Australia faces a new election day with China, the management of COVID-19 and inflation as a backdrop

MADRID, 21 May.

Australia faces a new election day with China, the management of COVID-19 and inflation as a backdrop


Australian citizens have begun to vote this Saturday to elect the prime minister in a national election in which the Australian Labor Party, led by Anthony Albanese, is predicted in the polls as a favorite against the prime minister, Scott Morrison, who chairs the Liberal-National Coalition.

After six weeks of campaigning, and despite the fact that Labor, led by Anthony Albanese, has led the polls since June 2021, the surprise victory of the Conservative Prime Minister, Scott Morrison, in 2019 has made the main center-left party take this potential win with a grain of salt.

Morrison, however, hopes to become the prime minister to win two elections in a row, a milestone not repeated since former President John Howard did it in 2004. In this way, he has called on citizens to reconsider their vote. due to the country's growth and unemployment in the context, in addition, of a pandemic that has greatly damaged the Australian economy.

The current government led by Morrison decided to reopen its international borders on February 21 after almost two years closed, a measure that has been welcomed in the tourism sector after a severe policy, praised in different political sectors in Australia and vilified in others, to stop COVID-19.

The current prime minister, 53, took office in 2018 after being elected leader of the Liberal Party of Australia and subsequently winning against all odds in the 2019 elections.

His main rival and leader of the Labor Party, Anthony Albanese, has indicated, after the polls opened, that he wants an economy that "works for the people and not the other way around", highlighting the 2.7 percent gap between inflation and salaries announced this week, which is the largest on record.

According to the newspaper 'Sydney Morning Herald', Albanese has specified that his goal is still to win at least 76 seats in the Australian House of Representatives.
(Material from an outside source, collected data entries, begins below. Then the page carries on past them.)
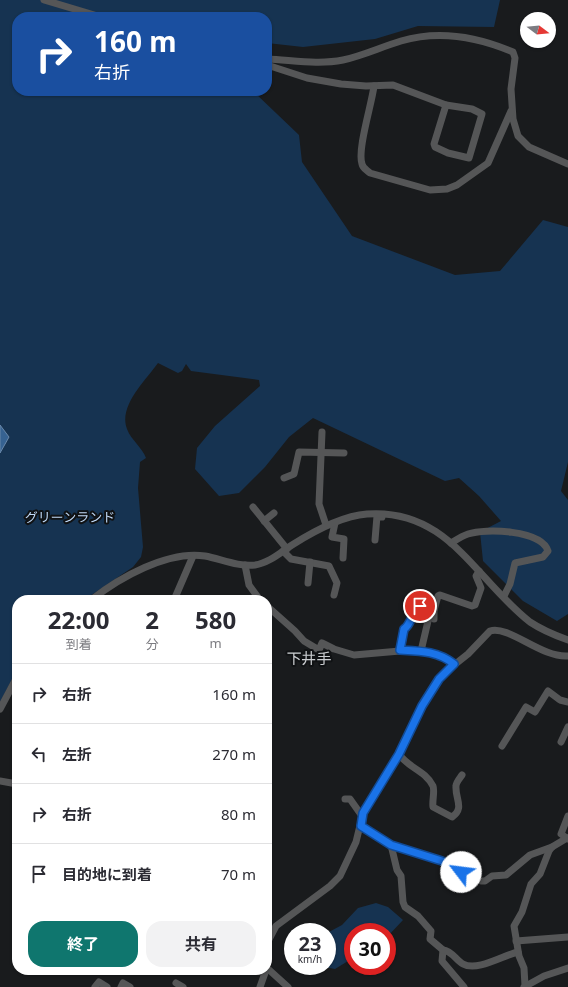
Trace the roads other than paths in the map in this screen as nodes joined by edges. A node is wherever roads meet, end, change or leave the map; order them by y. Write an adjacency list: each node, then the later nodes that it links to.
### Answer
1 (44, 0): 2 (street)
2 (84, 12)
3 (272, 59): 7 (street)
4 (272, 67): 5 (street)
5 (374, 86): 6 (street); 7 (street)
6 (446, 105): 6 (street)
7 (512, 109): 8 (street)
8 (568, 164)
9 (322, 432): 10 (street)
10 (321, 453): 11 (street); 12 (street); 18 (street)
11 (344, 453)
12 (284, 478)
13 (253, 507): 16 (street)
14 (274, 513): 16 (street)
15 (408, 517): 17 (street); 19 (street); 20 (street)
16 (264, 521): 21 (street)
17 (334, 523): 18 (street); 23 (street)
18 (326, 525): 21 (street)
19 (375, 540)
20 (451, 543): 26 (street); 32 (street)
21 (285, 550): 24 (street); 25 (street)
22 (193, 556): 25 (street); 28 (street); 29 (street)
23 (343, 558)
24 (310, 562): 27 (street); 31 (street)
25 (245, 565): 30 (street)
26 (478, 571): 32 (street); 34 (street)
27 (308, 583)
28 (98, 595)
29 (176, 595)
30 (256, 595)
31 (334, 595)
32 (504, 596): 35 (street)
33 (272, 610): 36 (street)
34 (434, 610): 36 (street); 37 (street)
35 (568, 640)
36 (400, 650): 37 (street)
37 (421, 651): 39 (street)
38 (568, 656): 39 (street)
39 (454, 664): 46 (street)
40 (12, 686): 42 (street)
41 (568, 702): 45 (street)
42 (0, 709)
43 (568, 727): 44 (street)
44 (561, 742)
45 (502, 746)
46 (399, 754): 47 (street); 51 (street)
47 (462, 774)
48 (0, 781): 49 (street)
49 (12, 783)
50 (345, 799): 51 (street)
51 (362, 816): 53 (street)
52 (568, 816): 54 (street)
53 (361, 826): 55 (street); 57 (street)
54 (568, 838): 56 (street)
55 (391, 845): 56 (street); 60 (street)
56 (552, 847): 59 (street)
57 (272, 934)
58 (568, 937): 59 (street)
59 (516, 940): 61 (street)
60 (443, 950): 61 (street); 72 (street)
61 (518, 952): 65 (street)
62 (568, 968): 65 (street)
63 (272, 974): 71 (street)
64 (264, 975): 70 (street)
65 (525, 986)
66 (95, 987): 67 (street)
67 (107, 987)
68 (121, 987): 69 (street)
69 (130, 987)
70 (260, 987)
71 (288, 987)
72 (464, 987)

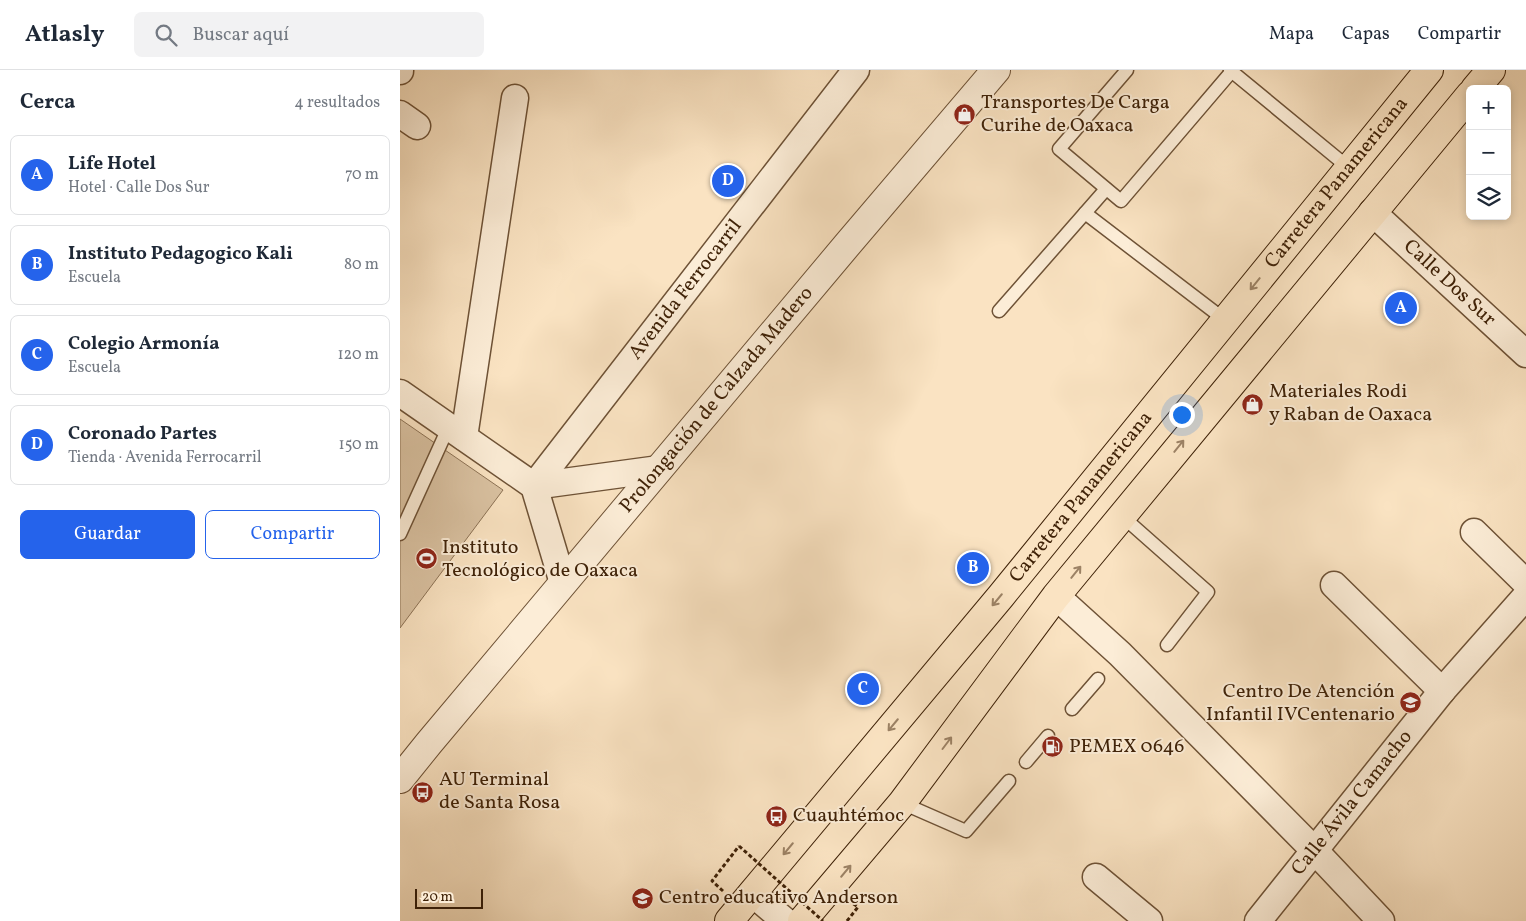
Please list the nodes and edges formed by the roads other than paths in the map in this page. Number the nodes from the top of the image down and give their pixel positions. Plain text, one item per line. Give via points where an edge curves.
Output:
1 (856, 70) edge
2 (996, 70) edge
3 (1127, 70) edge
4 (1429, 70) edge
5 (1491, 70) edge
6 (1231, 71) edge
7 (1478, 85) edge
8 (515, 98) dead end
9 (1466, 100) edge
10 (1349, 168) junction
11 (1106, 188) junction
12 (1372, 212) junction
13 (1085, 213) junction
14 (999, 311) dead end
15 (1225, 320) junction
16 (1526, 354) edge
17 (400, 393) edge
18 (457, 432) junction
19 (659, 469) junction
20 (534, 486) junction
21 (1122, 516) junction
22 (1474, 532) dead end
23 (400, 534) edge
24 (563, 583) junction
25 (1526, 583) edge
26 (1334, 585) dead end
27 (1056, 596) junction
28 (1526, 596) edge
29 (1167, 645) dead end
30 (1098, 679) dead end
31 (1442, 691) junction
32 (1072, 708) dead end
33 (1048, 736) dead end
34 (1026, 762) dead end
35 (400, 779) edge
36 (1009, 781) dead end
37 (902, 803) junction
38 (1315, 852) junction
39 (1096, 877) dead end
40 (752, 893) junction
41 (729, 921) edge
42 (785, 921) edge
43 (802, 921) edge
44 (1150, 921) edge
45 (1258, 921) edge
46 (1381, 921) edge

1 - 20 street, Avenida Ferrocarril
2 - 19 street, Prolongación de Calzada Madero
3 - 11 lane via 1059,148
4 - 10 highway, Carretera Panamericana
5 - 7 highway
6 - 10 lane
6 - 11 lane via 1121,201
8 - 18 street
9 - 12 highway
10 -> 15 highway, Carretera Panamericana
11 - 13 lane
12 - 16 street, Calle Dos Sur
21 -> 12 highway
13 - 14 lane
13 - 15 lane
15 -> 40 highway, Carretera Panamericana
17 - 18 street
18 - 20 street
18 - 23 lane
19 - 20 street
19 - 24 street, Prolongación de Calzada Madero
20 - 24 street
27 -> 21 highway
21 - 29 lane via 1208,592
22 - 25 street
24 - 35 street, Prolongación de Calzada Madero
26 - 31 street
37 -> 27 highway
27 - 38 street
28 - 31 street, Calle Ávila Camacho
30 - 32 lane
31 - 38 street, Calle Ávila Camacho
33 - 34 lane
36 - 37 lane via 966,831
43 -> 37 highway
38 - 45 street, Calle Ávila Camacho
38 - 46 street
39 - 44 street
40 - 41 highway, Carretera Panamericana
40 - 42 street

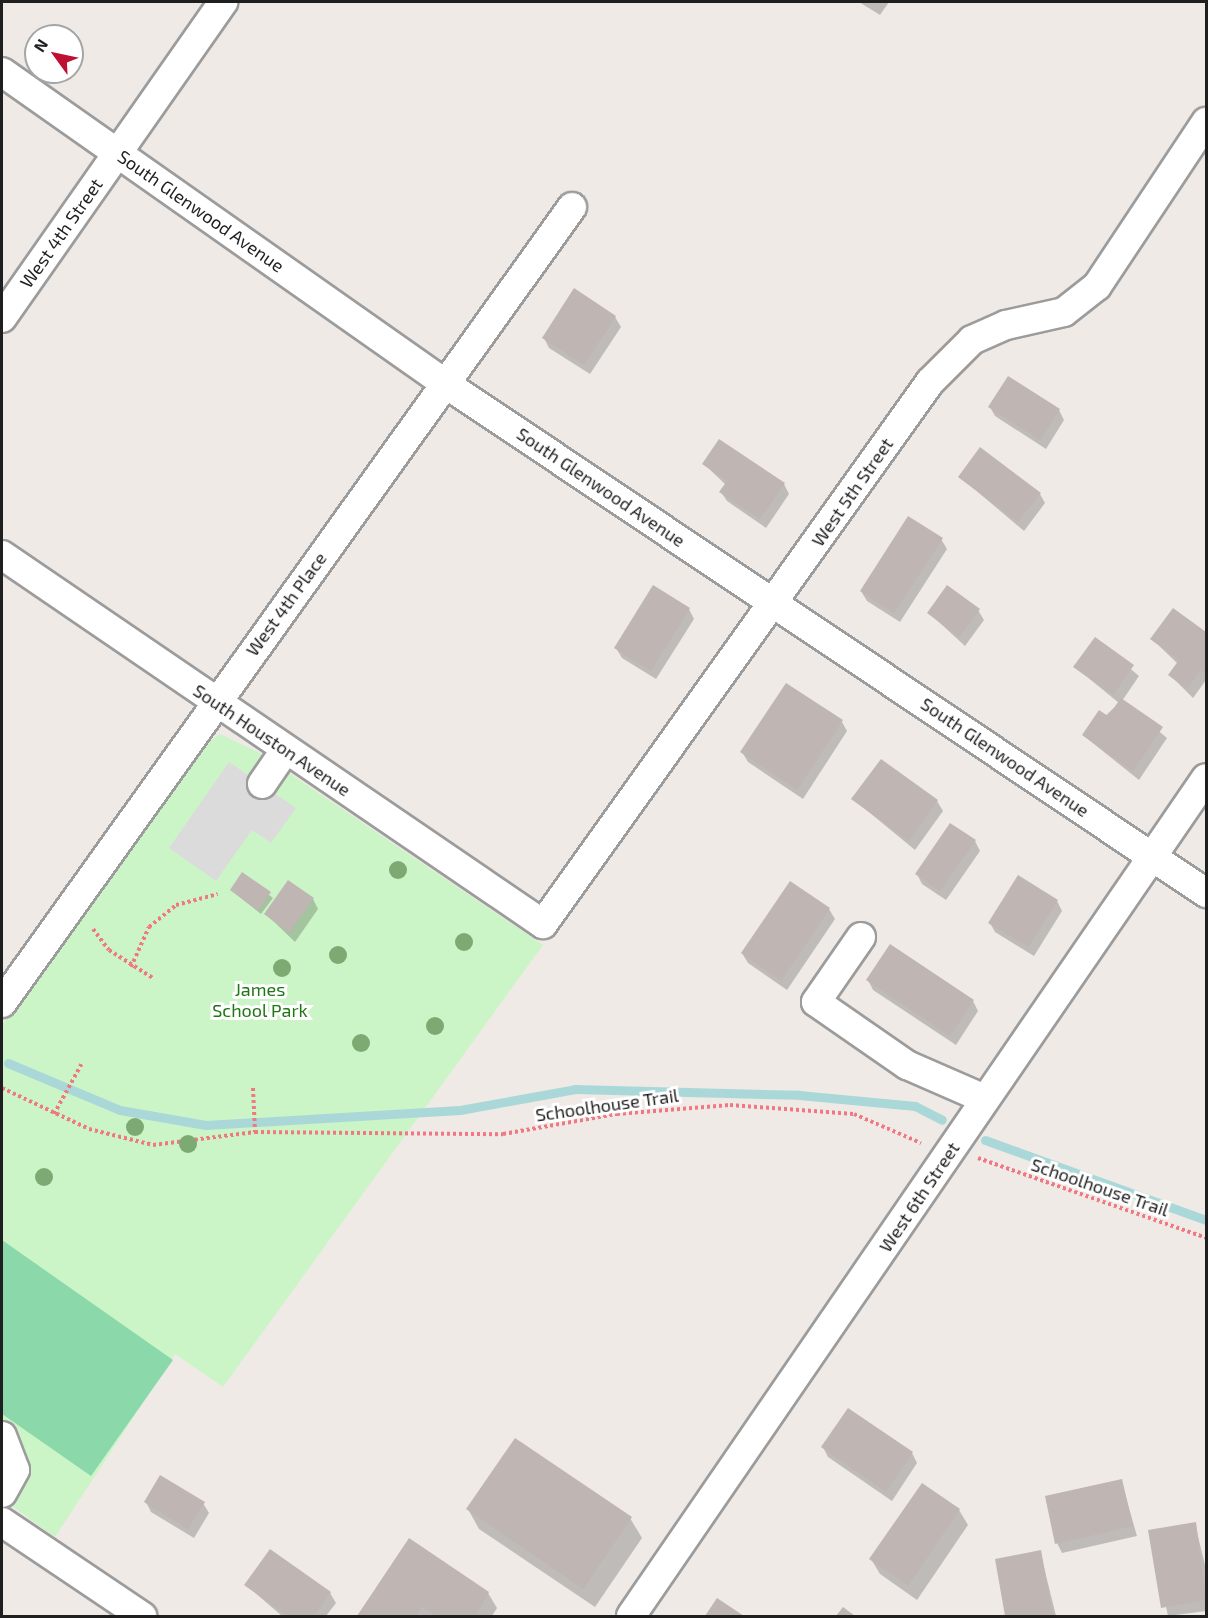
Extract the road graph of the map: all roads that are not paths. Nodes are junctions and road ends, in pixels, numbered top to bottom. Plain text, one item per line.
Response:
1 (223, 2) edge
2 (2, 72) edge
3 (1206, 122) edge
4 (118, 152) junction
5 (572, 207) dead end
6 (2, 318) edge
7 (446, 384) junction
8 (2, 555) edge
9 (774, 602) junction
10 (216, 701) junction
11 (286, 749) junction
12 (1206, 778) edge
13 (262, 784) dead end
14 (1152, 856) junction
15 (1206, 893) edge
16 (543, 924) joint
17 (861, 937) dead end
18 (2, 1003) edge
19 (985, 1100) junction
20 (2, 1436) edge
21 (2, 1493) edge
22 (2, 1522) edge
23 (105, 1606) edge
24 (141, 1617) edge
25 (631, 1617) edge

1 - 4 street, West 4th Street
2 - 4 street, South Glenwood Avenue
3 - 9 street, West 5th Street
4 - 6 street, West 4th Street
4 - 7 street, South Glenwood Avenue
5 - 7 street, West 4th Place
7 - 9 street, South Glenwood Avenue
7 - 10 street, West 4th Place
8 - 10 street, South Houston Avenue
9 - 14 street, South Glenwood Avenue
9 - 16 street, West 5th Street
10 - 11 street, South Houston Avenue
10 - 18 street, West 4th Place
11 - 13 street
11 - 16 street, South Houston Avenue
12 - 14 street, West 6th Street
14 - 15 street, South Glenwood Avenue
14 - 19 street, West 6th Street
17 - 19 street
19 - 25 street, West 6th Street
20 - 21 street
22 - 23 street
23 - 24 street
To form a government, either party must win at least 151 seats.

Another of the great keys to these elections is China, with whom Canberra has maintained a constant pulse, especially after the signing of the security agreement between the Solomon Islands and Beijing. Morrison went so far as to assure that the construction of a military base by the Chinese authorities on the island was "a red line".

Despite being a strategic and economic partner of China, Canberra is concerned about the expansion of the Asian giant in the Pacific area, although the opposition has accused the Government of a substantial failure in national security after the crisis with Honiara.

In fact, Defense Minister Peter Dutton declared that "the Chinese Communist Party and the Chinese government" had chosen Albanese as "their candidate" in the upcoming elections, according to the Australian network ABC.

According to polls, 53 percent of Australian citizens would opt for Labor, the main opposition force, according to results published by the newspaper 'The Australian', which shows that more than half believe that it is time for a change of government.

However, the dynamic changes when it comes to popularity, with 45 per cent of those surveyed thinking Prime Minister Scott Morrison is a better head of government than Albanese, who has just 39 per cent of support.